The Enforcement Directorate is a public authority under Section 2(h) of the RTI Act, 2005. Citizens — whether affected parties, victims of the underlying predicate offence, legal professionals, journalists, or members of the public — can file RTI applications to seek information about PMLA attachment orders, adjudication proceedings, case disposal statistics, victim restitution, and ED guidelines. This guide explains what information you can seek, how to file effectively, and how to navigate the most common ground for refusal: the Section 8(1)(h) exemption for ongoing investigations.
This guide covers PMLA proceedings only. PMLA (money laundering law) and FEMA (foreign exchange regulation) are enforced by the same agency through entirely separate legal frameworks, distinct divisions, and separate appeal tribunals. Do not combine PMLA and FEMA queries in a single RTI application.
What Is PMLA and Why Does RTI Matter Here
The Prevention of Money Laundering Act, 2002, is a criminal law that targets the process of concealing, acquiring, or using property that is derived from a "scheduled offence" — also called a predicate offence. Predicate offences under the PMLA Schedule include serious crimes such as drug trafficking, corruption, terrorism financing, cheating and fraud, counterfeiting, and organised crime. When the ED believes that a person possesses property that represents "proceeds of crime" linked to a predicate offence, it can:
- Register an ECIR (Enforcement Case Information Report) — the ED's equivalent of an FIR
- Issue a Provisional Attachment Order (PAO) under Section 5 of PMLA, freezing the property for up to 180 days
- File a Complaint before the Adjudicating Authority under PMLA, seeking confirmation of the attachment
- File a Prosecution Complaint (charge sheet) before a Special Court for the criminal trial
- After conviction, seek confiscation of the attached property
RTI matters in this space for several reasons. Victims of the predicate offence — investors defrauded in a Ponzi scheme, homebuyers cheated by a developer — have a direct stake in whether the ED has attached the proceeds of crime and what the restitution timeline looks like. Co-owners of attached property who had no role in the offence need to understand the adjudication proceedings to protect their interest. Families of accused persons need to understand procedural status. And at a systemic level, transparency in PMLA enforcement — how many cases are filed, how many lead to conviction, how much value is attached versus actually confiscated — is a matter of legitimate democratic accountability.
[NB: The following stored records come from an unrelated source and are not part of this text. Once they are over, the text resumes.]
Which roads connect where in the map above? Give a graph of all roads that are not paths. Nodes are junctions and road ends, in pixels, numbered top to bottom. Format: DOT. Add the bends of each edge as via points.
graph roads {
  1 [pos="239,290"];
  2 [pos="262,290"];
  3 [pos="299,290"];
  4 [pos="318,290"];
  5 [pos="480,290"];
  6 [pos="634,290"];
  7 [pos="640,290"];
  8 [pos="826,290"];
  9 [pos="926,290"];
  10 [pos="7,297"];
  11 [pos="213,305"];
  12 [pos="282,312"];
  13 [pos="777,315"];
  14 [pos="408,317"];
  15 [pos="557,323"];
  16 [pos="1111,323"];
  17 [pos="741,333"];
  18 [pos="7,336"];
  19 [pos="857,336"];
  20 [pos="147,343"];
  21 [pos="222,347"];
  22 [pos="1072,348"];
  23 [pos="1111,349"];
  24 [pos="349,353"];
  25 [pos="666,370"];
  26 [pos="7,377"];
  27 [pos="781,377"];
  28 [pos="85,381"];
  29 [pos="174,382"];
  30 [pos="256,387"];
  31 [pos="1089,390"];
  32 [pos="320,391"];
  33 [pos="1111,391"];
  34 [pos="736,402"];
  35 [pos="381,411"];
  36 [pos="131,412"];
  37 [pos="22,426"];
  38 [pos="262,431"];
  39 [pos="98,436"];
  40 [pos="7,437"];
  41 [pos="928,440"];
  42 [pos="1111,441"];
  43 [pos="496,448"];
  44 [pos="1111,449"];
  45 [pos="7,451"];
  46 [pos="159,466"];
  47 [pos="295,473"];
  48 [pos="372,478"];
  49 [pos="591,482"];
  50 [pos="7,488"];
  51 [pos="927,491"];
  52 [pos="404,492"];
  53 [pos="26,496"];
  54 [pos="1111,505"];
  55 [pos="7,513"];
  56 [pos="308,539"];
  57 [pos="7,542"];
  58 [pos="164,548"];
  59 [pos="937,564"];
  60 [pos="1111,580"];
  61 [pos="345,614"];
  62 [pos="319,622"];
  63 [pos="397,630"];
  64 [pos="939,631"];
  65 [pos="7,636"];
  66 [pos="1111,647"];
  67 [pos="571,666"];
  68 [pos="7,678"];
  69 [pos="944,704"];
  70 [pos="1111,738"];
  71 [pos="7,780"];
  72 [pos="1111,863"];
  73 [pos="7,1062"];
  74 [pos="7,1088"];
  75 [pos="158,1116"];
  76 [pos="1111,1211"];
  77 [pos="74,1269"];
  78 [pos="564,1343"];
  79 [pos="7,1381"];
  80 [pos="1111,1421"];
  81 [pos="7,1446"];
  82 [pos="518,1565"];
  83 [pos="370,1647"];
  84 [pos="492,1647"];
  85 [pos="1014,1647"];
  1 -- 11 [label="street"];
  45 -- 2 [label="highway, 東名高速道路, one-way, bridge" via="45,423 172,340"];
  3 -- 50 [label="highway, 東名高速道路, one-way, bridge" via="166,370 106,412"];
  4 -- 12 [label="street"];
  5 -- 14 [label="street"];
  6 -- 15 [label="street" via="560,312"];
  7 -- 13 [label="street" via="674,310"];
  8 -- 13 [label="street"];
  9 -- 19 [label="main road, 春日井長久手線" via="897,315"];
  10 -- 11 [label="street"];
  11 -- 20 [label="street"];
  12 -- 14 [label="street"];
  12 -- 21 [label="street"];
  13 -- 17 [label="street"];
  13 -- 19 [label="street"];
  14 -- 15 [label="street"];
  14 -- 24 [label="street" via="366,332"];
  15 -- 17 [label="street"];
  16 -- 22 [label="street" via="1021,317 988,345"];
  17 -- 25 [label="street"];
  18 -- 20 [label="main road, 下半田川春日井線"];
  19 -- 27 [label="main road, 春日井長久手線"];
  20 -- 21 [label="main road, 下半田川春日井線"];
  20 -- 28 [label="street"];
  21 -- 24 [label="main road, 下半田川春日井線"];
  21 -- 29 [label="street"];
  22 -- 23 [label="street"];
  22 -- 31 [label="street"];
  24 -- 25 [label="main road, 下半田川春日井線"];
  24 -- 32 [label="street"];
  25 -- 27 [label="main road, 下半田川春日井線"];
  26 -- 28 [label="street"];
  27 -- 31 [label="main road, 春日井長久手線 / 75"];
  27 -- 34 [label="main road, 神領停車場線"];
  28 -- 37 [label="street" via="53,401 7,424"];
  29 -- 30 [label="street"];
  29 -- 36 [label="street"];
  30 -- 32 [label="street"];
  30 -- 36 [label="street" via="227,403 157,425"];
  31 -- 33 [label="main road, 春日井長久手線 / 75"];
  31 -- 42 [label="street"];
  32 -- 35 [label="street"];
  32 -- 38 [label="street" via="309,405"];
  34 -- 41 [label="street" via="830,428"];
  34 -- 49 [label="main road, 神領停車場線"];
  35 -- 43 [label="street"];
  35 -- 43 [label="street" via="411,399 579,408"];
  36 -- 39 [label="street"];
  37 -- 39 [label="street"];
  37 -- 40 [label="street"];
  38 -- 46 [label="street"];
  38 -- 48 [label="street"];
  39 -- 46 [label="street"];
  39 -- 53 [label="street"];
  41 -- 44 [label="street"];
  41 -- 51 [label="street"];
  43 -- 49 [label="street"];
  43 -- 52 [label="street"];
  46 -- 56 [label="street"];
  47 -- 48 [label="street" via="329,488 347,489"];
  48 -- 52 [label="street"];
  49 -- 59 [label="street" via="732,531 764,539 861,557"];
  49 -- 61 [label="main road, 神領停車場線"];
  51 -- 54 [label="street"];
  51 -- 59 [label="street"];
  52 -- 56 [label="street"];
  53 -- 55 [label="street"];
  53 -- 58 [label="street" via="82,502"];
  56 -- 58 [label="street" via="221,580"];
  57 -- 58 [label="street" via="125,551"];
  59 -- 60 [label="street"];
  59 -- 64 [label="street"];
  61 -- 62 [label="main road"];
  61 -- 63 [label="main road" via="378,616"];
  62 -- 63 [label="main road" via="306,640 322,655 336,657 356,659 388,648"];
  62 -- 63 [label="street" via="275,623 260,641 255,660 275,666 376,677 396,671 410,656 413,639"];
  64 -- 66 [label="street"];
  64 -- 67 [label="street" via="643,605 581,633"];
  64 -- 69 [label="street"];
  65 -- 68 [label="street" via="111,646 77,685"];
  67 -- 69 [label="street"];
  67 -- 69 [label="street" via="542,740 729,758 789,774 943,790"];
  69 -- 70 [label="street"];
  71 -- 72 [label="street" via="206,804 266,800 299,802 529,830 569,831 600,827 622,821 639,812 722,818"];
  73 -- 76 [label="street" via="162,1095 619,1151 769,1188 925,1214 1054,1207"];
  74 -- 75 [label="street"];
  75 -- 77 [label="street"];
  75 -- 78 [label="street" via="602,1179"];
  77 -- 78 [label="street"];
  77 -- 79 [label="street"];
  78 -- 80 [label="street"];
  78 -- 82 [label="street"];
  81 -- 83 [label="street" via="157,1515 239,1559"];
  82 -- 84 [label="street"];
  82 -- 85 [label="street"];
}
PMLA Enforcement Structure: Who Does What
Understanding the institutional structure helps you direct your RTI to the correct authority and frame your requests accurately.
| Body | Role | Relevance to RTI |
|---|---|---|
| Enforcement Directorate (ED) | Investigation, attachment, prosecution complaint filing | CPIO for all PMLA RTIs about ED's own actions |
| PMLA Adjudicating Authority | Adjudicates provisional attachments; issues Confirmation Orders or revokes PAOs | Separate public authority; for adjudication order copies |
| PMLA Appellate Tribunal | Hears appeals against Adjudicating Authority orders | Separate public authority; for appeal records |
| Special PMLA Courts | Try prosecution complaints under Section 44, PMLA | Part of judiciary; for trial and judgment records |
For information about the ED's own actions — attachment orders it issued, ECIRs it registered, prosecution complaints it filed — the CPIO of the Enforcement Directorate is the correct authority. For copies of Adjudicating Authority orders, you may also need to separately approach the Adjudicating Authority's CPIO, as it is a distinct public authority.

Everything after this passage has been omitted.